:: Dataset extract

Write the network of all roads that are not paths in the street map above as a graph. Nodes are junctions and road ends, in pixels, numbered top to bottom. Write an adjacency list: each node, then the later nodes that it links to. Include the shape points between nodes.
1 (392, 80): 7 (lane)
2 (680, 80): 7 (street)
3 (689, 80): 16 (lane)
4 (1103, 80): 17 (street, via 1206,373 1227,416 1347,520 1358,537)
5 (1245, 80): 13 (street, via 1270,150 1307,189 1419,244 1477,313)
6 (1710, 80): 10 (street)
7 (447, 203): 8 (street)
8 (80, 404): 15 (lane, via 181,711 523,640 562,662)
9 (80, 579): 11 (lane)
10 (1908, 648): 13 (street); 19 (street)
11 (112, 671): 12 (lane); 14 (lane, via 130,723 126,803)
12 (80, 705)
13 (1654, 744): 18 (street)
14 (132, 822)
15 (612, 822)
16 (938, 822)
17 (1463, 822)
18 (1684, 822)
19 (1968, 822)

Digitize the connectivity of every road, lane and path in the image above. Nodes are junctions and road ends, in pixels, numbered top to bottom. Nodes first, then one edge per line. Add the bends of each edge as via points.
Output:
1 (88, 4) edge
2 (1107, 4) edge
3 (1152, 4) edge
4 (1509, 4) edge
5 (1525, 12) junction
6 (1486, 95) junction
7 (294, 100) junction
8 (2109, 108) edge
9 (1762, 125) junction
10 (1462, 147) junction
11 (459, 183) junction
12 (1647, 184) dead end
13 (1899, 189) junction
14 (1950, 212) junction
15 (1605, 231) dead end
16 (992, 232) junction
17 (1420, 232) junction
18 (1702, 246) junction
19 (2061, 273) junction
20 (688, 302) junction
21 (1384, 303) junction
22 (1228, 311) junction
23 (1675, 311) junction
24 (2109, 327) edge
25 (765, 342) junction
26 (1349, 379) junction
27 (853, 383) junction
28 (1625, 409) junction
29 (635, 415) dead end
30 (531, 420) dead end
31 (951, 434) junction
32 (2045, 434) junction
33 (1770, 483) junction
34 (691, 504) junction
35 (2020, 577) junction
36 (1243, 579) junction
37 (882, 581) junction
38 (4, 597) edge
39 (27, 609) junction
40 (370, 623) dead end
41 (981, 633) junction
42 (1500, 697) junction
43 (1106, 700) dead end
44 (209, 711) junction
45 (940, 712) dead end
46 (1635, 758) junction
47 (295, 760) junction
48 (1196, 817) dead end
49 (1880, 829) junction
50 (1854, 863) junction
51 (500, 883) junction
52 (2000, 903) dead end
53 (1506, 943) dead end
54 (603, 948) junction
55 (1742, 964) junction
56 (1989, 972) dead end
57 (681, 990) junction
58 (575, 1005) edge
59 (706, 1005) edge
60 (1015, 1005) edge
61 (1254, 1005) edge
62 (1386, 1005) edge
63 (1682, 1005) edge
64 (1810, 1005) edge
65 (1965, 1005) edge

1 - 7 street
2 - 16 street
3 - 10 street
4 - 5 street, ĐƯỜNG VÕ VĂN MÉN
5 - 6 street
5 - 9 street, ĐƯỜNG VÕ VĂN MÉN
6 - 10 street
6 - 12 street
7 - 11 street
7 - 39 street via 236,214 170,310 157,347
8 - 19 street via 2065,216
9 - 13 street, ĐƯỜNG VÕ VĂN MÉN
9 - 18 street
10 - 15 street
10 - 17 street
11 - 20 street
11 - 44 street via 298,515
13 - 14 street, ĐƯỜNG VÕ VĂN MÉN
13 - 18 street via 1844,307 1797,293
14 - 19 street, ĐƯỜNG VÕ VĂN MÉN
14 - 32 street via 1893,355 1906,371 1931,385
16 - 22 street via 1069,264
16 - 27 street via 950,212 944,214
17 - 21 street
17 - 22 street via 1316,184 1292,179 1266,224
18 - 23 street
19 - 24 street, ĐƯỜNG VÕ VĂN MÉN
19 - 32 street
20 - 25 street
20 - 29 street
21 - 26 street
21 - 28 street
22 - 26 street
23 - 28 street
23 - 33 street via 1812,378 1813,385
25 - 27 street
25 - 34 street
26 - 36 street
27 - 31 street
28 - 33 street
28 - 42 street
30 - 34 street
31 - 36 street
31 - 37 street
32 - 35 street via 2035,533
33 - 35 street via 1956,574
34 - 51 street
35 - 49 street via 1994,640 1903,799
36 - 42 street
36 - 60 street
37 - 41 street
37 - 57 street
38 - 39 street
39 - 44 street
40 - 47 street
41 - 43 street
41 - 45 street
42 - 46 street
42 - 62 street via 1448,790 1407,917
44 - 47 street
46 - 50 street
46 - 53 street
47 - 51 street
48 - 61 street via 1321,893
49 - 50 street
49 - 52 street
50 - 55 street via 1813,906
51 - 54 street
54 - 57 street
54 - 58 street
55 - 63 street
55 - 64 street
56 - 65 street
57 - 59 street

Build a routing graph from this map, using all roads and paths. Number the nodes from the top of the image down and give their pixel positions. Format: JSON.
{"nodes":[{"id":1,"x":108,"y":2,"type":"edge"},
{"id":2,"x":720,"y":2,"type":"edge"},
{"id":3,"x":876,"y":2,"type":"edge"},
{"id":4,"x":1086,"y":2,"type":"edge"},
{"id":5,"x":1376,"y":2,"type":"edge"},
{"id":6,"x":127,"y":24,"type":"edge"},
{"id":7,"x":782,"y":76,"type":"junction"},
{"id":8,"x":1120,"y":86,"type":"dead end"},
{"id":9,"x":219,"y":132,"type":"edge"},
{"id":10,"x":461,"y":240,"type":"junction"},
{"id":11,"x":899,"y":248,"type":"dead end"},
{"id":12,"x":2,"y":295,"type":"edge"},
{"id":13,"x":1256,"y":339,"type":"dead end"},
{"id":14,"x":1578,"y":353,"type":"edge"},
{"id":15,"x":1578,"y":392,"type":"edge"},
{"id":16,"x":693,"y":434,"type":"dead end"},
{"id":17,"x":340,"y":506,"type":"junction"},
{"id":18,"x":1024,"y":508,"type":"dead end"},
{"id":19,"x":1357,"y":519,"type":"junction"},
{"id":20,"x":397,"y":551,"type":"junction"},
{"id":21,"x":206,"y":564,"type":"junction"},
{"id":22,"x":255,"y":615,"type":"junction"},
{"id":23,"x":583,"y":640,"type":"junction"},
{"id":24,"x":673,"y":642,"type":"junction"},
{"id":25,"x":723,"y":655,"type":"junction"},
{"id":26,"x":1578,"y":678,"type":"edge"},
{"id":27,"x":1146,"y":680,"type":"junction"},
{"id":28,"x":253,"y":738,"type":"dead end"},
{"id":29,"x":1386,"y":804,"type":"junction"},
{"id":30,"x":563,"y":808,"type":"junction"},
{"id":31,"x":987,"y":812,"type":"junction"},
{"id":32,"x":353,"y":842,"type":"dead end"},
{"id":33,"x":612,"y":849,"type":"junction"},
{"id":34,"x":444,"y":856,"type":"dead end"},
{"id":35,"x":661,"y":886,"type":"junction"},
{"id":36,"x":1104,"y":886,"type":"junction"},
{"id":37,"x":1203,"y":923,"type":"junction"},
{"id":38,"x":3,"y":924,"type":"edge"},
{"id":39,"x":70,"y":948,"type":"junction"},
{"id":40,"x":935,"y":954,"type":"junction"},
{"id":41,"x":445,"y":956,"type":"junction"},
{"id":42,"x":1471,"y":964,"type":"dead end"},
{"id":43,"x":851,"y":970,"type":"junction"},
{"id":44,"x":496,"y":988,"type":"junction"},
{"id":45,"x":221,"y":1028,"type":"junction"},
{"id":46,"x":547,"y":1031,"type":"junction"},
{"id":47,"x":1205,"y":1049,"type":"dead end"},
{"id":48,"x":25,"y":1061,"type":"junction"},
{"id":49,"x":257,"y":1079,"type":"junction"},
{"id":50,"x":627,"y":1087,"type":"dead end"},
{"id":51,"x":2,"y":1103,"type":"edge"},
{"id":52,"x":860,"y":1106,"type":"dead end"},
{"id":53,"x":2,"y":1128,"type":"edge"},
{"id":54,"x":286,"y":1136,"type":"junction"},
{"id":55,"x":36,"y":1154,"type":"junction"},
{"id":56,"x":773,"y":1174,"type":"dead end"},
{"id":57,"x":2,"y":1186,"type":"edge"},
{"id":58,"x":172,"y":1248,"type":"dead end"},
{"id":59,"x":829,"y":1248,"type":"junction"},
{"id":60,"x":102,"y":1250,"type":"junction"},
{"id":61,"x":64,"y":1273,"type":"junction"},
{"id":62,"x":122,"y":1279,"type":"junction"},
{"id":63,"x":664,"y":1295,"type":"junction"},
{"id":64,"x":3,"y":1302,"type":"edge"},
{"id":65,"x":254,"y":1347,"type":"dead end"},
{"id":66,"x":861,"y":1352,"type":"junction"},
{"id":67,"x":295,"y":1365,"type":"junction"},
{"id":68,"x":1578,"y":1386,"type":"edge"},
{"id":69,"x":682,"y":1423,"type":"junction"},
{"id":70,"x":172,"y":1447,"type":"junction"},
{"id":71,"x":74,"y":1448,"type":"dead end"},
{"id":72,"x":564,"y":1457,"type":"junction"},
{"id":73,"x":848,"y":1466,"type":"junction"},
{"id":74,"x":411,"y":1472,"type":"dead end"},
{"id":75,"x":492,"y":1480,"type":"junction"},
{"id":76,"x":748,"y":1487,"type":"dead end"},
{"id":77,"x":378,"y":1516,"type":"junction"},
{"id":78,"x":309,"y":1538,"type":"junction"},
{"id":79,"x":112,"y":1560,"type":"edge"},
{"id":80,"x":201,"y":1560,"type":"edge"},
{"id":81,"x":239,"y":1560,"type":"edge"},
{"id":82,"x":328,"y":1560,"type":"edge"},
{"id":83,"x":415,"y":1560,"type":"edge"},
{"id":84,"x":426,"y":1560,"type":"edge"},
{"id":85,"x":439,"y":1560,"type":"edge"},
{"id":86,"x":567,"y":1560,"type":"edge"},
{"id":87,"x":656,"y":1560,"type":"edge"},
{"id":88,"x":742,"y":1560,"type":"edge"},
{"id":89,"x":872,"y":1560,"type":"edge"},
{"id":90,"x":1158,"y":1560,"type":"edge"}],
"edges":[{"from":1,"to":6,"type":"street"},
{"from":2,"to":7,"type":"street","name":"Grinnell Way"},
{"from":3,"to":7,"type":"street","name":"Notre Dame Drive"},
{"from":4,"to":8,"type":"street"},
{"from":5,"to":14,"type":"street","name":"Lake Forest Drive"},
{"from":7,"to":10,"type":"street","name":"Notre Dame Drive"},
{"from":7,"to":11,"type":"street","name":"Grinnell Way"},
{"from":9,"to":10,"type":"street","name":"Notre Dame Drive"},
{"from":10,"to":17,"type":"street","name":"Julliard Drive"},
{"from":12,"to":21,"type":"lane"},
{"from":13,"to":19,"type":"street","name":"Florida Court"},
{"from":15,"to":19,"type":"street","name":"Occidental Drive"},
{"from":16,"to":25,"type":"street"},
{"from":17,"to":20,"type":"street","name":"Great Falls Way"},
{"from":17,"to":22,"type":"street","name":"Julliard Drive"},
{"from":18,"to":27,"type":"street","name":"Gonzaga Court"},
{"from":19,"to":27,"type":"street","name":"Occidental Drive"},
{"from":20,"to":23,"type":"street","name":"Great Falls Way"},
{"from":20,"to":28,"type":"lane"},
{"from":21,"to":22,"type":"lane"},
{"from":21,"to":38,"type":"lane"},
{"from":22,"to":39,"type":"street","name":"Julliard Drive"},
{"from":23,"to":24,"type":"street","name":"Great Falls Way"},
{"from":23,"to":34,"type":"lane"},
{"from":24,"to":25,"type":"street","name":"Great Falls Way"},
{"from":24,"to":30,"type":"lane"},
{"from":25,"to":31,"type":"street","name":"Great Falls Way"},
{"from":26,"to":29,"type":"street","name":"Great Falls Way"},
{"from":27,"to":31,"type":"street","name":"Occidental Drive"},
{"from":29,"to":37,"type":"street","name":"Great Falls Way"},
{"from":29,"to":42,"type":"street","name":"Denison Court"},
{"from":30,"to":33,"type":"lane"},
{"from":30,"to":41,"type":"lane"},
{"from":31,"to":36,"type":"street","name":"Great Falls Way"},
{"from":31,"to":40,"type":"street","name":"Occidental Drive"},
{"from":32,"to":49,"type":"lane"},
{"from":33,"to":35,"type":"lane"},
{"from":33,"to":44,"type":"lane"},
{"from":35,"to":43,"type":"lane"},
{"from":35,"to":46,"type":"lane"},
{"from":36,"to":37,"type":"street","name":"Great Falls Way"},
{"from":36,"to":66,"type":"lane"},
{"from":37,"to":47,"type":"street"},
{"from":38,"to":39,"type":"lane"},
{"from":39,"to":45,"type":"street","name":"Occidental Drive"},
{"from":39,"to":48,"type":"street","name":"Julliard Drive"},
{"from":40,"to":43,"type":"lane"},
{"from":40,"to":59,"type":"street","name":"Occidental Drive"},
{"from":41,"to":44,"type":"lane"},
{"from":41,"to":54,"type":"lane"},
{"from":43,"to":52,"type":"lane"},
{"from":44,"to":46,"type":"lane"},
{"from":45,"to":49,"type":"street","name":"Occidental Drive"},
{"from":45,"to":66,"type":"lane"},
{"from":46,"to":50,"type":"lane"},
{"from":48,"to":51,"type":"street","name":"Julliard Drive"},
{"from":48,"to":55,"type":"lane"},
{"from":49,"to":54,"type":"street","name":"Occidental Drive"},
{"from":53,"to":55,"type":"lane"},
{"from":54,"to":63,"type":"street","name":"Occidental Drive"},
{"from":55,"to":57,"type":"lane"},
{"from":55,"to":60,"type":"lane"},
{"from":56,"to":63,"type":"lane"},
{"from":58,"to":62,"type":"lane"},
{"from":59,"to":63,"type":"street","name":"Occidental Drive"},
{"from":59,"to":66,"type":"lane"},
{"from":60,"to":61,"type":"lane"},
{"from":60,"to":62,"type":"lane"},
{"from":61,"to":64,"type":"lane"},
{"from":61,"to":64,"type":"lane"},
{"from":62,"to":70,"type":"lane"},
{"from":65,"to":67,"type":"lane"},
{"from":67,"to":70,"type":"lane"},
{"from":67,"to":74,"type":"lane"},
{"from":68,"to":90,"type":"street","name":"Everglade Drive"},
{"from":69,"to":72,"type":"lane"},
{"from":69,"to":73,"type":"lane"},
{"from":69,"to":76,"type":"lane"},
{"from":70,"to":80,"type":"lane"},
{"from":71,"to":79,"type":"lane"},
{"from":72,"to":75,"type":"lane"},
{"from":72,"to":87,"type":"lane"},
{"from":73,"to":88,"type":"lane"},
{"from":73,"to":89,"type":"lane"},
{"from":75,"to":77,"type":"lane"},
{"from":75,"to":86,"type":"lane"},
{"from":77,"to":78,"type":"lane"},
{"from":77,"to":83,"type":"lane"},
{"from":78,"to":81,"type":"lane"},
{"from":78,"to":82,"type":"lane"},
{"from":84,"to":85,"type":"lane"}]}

::::

| Your objective |
Before answering, check every line of the records for the string "graph", then state how many lines have it, with the number only.

| Your solution |
2